Task directions:
Go through the material below and copy all lines with "numbered".

Supplied data:

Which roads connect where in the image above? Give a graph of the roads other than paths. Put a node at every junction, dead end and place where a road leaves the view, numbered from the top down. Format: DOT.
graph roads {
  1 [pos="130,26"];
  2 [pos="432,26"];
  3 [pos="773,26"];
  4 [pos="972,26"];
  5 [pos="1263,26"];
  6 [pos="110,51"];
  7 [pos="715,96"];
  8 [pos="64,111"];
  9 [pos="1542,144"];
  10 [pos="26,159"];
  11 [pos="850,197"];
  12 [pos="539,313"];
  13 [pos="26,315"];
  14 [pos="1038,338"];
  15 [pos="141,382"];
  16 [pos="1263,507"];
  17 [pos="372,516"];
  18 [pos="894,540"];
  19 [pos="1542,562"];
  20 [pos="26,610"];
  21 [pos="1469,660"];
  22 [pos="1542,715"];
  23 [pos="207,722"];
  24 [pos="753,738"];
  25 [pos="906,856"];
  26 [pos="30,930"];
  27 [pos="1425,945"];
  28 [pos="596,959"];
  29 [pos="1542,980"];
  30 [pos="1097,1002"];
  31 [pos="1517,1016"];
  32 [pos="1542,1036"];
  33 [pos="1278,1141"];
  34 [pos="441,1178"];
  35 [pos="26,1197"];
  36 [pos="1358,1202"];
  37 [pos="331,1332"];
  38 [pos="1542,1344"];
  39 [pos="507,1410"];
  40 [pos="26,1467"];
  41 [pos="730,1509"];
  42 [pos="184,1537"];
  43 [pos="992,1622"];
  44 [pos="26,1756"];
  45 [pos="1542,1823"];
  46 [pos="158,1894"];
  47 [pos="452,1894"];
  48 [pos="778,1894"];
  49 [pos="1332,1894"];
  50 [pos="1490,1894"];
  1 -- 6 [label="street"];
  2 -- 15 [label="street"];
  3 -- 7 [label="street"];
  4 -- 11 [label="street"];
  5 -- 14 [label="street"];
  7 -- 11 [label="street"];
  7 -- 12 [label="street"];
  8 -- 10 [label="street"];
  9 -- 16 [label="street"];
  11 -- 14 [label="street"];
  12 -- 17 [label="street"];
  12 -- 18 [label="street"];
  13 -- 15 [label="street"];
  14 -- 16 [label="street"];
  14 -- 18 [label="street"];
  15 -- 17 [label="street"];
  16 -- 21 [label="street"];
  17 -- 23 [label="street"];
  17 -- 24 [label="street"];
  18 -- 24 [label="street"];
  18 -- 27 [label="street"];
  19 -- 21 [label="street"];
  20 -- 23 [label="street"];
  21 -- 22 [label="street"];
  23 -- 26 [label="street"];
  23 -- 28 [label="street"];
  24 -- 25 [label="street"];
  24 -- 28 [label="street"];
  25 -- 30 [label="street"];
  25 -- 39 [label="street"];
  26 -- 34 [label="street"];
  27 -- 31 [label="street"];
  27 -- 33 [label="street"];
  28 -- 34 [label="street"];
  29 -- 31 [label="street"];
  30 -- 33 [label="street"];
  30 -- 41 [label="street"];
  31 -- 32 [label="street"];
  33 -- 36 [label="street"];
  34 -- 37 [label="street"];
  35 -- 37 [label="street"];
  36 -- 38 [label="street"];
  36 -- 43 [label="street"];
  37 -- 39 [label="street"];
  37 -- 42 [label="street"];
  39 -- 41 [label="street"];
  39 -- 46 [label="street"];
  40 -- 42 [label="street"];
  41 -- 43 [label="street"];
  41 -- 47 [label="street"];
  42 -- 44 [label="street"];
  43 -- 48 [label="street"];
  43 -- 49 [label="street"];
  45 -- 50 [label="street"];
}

* * *

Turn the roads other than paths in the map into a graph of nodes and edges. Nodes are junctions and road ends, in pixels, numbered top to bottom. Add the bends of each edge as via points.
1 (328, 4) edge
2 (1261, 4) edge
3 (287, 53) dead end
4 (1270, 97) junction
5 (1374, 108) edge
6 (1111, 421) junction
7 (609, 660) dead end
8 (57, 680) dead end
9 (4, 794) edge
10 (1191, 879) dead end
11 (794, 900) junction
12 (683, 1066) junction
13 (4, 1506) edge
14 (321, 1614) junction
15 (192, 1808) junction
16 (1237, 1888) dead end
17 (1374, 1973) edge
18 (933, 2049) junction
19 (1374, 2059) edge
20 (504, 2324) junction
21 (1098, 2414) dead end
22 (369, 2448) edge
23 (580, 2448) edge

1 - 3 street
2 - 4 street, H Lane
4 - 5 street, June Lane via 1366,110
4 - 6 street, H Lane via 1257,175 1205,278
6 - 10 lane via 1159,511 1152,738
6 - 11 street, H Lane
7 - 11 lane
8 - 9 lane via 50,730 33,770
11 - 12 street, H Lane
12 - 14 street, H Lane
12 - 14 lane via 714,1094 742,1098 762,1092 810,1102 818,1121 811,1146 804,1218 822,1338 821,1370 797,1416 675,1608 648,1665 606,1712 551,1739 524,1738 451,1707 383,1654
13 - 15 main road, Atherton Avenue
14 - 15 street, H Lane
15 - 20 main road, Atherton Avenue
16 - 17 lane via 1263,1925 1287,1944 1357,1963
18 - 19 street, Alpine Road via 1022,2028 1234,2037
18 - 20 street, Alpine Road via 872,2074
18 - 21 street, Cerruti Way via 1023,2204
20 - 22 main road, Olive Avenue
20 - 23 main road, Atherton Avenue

Written reply:
Which roads connect where in the image above? Give a graph of the roads other than paths. Put a node at every junction, dead end and place where a road leaves the view, numbered from the top down. Format: DOT.
Turn the roads other than paths in the map into a graph of nodes and edges. Nodes are junctions and road ends, in pixels, numbered top to bottom. Add the bends of each edge as via points.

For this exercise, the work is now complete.